2

I'm trying to extract some information from multiple files and create a csv-type file. Until now I got the extracting and writing to file part working but don't know how I could add a comma between each output or strip the newline at the end.

#!/bin/bash
for file in folder/*.txt do
  grep 'sometext:' $file | sed '/^.*:\s*//' >> list.txt
  #doing simliar stuff with other lines in the current file
done

I tried to use echo -n to strip the newline but this did not returned anything useful.

What the code should do:
For each file in the folder find lines beginning with some patterns (ex. sometext:, someothertext: etc) and append the rest of the line and a , to a single line, corresponding to that file in list.txt.

Example of content of the file in the folder:

randomtext: ...
sometext: Hello
randomtext: ...
someothertext: World
somedifferenttext: !
randomtext:

Would result in on single line in the output file Hello,World,!,

9
  • I updated the question. Commented May 3, 2016 at 11:10
  • 1
    Why would grepping for sometext also match the World and ! lines? Commented May 3, 2016 at 11:15
  • Possible duplicate of Turn list into single line with delimiter so in your case sed '/some.*:/{s/.*: //;H};$!d;x;s/\n//;s/\n/,/g' "$FILE" Commented May 3, 2016 at 11:17
  • this would be done by simliar lines, see coment in script part.
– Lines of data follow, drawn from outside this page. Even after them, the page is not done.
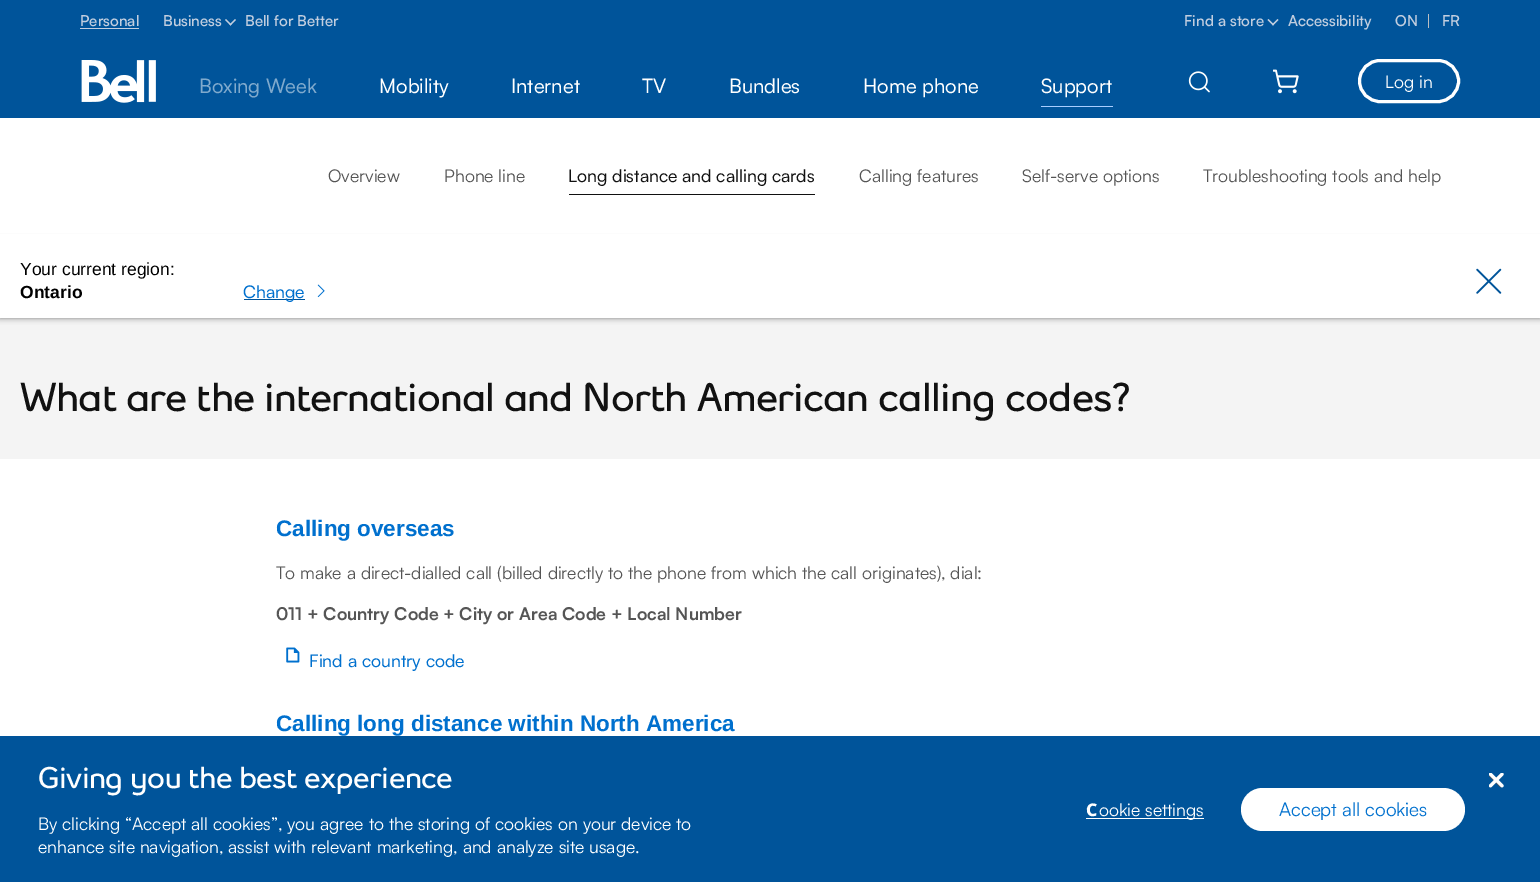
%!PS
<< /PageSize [1540 882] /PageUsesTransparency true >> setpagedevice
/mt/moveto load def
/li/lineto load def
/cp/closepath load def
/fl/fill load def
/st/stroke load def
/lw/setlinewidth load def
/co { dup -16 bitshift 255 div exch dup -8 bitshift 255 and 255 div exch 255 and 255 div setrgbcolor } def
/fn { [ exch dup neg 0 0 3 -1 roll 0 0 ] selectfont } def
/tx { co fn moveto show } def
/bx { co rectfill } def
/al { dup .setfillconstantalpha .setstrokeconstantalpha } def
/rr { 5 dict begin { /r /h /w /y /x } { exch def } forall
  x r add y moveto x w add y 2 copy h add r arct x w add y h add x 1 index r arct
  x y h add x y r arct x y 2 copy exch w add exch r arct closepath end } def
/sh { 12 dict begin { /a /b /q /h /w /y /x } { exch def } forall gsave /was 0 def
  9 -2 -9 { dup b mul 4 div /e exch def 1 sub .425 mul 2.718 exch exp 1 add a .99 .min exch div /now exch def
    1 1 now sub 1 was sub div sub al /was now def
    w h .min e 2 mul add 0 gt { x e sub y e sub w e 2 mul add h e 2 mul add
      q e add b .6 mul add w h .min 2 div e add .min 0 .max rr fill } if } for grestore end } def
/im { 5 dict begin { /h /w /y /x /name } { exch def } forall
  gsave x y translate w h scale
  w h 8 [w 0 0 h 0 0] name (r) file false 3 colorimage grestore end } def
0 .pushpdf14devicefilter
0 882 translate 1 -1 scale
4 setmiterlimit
0 0 1540 882 16#FFFFFF bx
0 0 1540 118 16#00549A bx
80 28 59 1 16#C2CEDF bx
235 19 mt 236 20 li 230.5 25.5 li 229.5 24.5 li cp fl
226 19 mt 231.5 24.5 li 230.5 25.5 li 225 20 li cp fl
1277.5 19 mt 1278.5 20 li 1273 25.5 li 1272 24.5 li cp fl
1268.5 19 mt 1274 24.5 li 1273 25.5 li 1267.5 20 li cp fl
1428 14 1 14 16#BABEC2 bx
(media/1.raw) 81 60 75 43 im
1041 106 72 1 16#A8CDFF bx
(media/2.raw) 1188 71 22 22 im
(media/3.raw) 1273 69 26 25 im
16#FFFFFF co
3 lw
1359.5 60.5 99 41 20.5 rr st
569 194 246 1 16#111111 bx
0 318 1540 141 16#F4F4F4 bx
16#000000 co
0 240 1540 78 0 3 .5 sh
0 234 1540 84 16#FFFFFF bx
244 299 61 1 16#00549A bx
(media/4.raw) 317 284 8 14 im
(media/5.raw) 1476 268 26 26 im
(media/6.raw) 286 647 14 16 im
0 736 1540 146 16#00549A bx
1086 818 118 1 16#FFFFFF bx
1241 788 224 43 21.5 rr fl
(media/7.raw) 1489 774 14 14 im
(media/8.raw) 1489 773 15 15 im
(Personal) 80 26 /Satoshi-Medium 15 16#C2CEDF tx
(Business) 163 26 /Satoshi-Medium 15 16#C2CEDF tx
(Bell for Better) 245 26 /Satoshi-Medium 15 16#C2CEDF tx
(Find a store) 1184 26 /Satoshi-Medium 15 16#C2CEDF tx
(Accessibility) 1288 26 /Satoshi-Medium 15 16#C2CEDF tx
(ON) 1395 26 /Satoshi-Medium 15 16#C2CEDF tx
(FR) 1442 26 /Satoshi-Medium 15 16#C2CEDF tx
(Boxing Week) 199 93 /Satoshi-Regular 20 16#80AACD tx
(Mobility) 379 93 /Satoshi-Regular 20 16#FFFFFF tx
(Internet) 511 93 /Satoshi-Regular 20 16#FFFFFF tx
(TV) 642 93 /Satoshi-Regular 20 16#FFFFFF tx
(Bundles) 729 93 /Satoshi-Regular 20 16#FFFFFF tx
(Home phone) 863 93 /Satoshi-Regular 20 16#FFFFFF tx
(Support) 1041 93 /Satoshi-Regular 20 16#FFFFFF tx
(Log in) 1385 88 /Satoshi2-Regular 17.5 16#FFFFFF tx
(Overview) 328 182 /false-Regular 17.5 16#555555 tx
(Phone line) 444 182 /false-Regular 17.5 16#555555 tx
(Long distance and calling cards) 568 182 /Satoshi-Regular 17.5 16#111111 tx
(Calling features) 859 182 /false-Regular 17.5 16#555555 tx
(Self-serve options) 1022 182 /false-Regular 17.5 16#555555 tx
(Troubleshooting tools and help) 1203 182 /false-Regular 17.5 16#555555 tx
(Your current region:) 20 275 /LiberationSans-Regular 17.5 16#000000 tx
(Ontario) 20 298 /LiberationSans-Bold 17.5 16#000000 tx
(Change) 243 298 /Satoshi-Regular 17.5 16#0070CE tx
/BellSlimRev-Black 40 fn
16#111111 co
20 411 mt -.62 0 (What are the international and North American calling codes?) ashow
(Calling overseas) 276 536 /LiberationSans-Bold 22.5 16#0070CE tx
(To make a direct-dialled call \(billed directly to the phone from which the call originates\), dial:) 276 579 /Satoshi2-Regular 17.5 16#555555 tx
(011 + Country Code + City or Area Code + Local Number) 276 620 /Satoshi-Bold 17.5 16#555555 tx
(Find a country code) 309 667 /Satoshi-Regular 17.5 16#0070CE tx
(Calling long distance within North America) 276 731 /LiberationSans-Bold 22.5 16#0070CE tx
/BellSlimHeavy-Black 30 fn
16#FFFFFF co
38 788 mt -.5 0 (Giving you the best experience) ashow
(By clicking “Accept all cookies”, you agree to the storing of cookies on your device to) 38 830 /Satoshi2-Regular 17.5 16#FFFFFF tx
(enhance site navigation, assist with relevant marketing, and analyze site usage.) 38 853 /Satoshi2-Regular 17.5 16#FFFFFF tx
(C) 1086 816 /NotoSans-ExtraBold 17.5 16#FFFFFF tx
(ookie settings) 1099 816 /Satoshi2-Regular 17.5 16#FFFFFF tx
(Accept all cookies) 1279 816 /Satoshi2-Regular 18.75 16#0070CE tx
.poppdf14devicefilter showpage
Commented May 3, 2016 at 11:17
  • 1
    @don_crissti I don't think that's a dupe. The OP needs to filter the text, not just replace \n with ,. Commented May 3, 2016 at 11:18

2 Answers 2

4

OK, first of all do not use a for loop! That is very inefficient. Just give grep all the file names at once:

grep 'sometext:' folder/*.txt

In this case, however, I would use awk instead of grep. I made 10 copies of your input file to test:

$ awk '{
        if($1~/sometext|someothertext|somedifferenttext/){
            printf "%s,",$2
        }
        if(FNR==1 && NR>1){
            print ""
        }
    }
    END{ print "" }' folder/*txt 
Hello,World,!,
Hello,World,!,
Hello,World,!,
Hello,World,!,
Hello,World,!,
Hello,World,!,
Hello,World,!,
Hello,World,!,
Hello,World,!,
Hello,World,!,
Hello,World,!,

Explanation

awk is a scripting language that reads its input line by line and splits each line on whitespace (by default, you can change that with -F) into fields. The first field will be $1, the second $2 etc.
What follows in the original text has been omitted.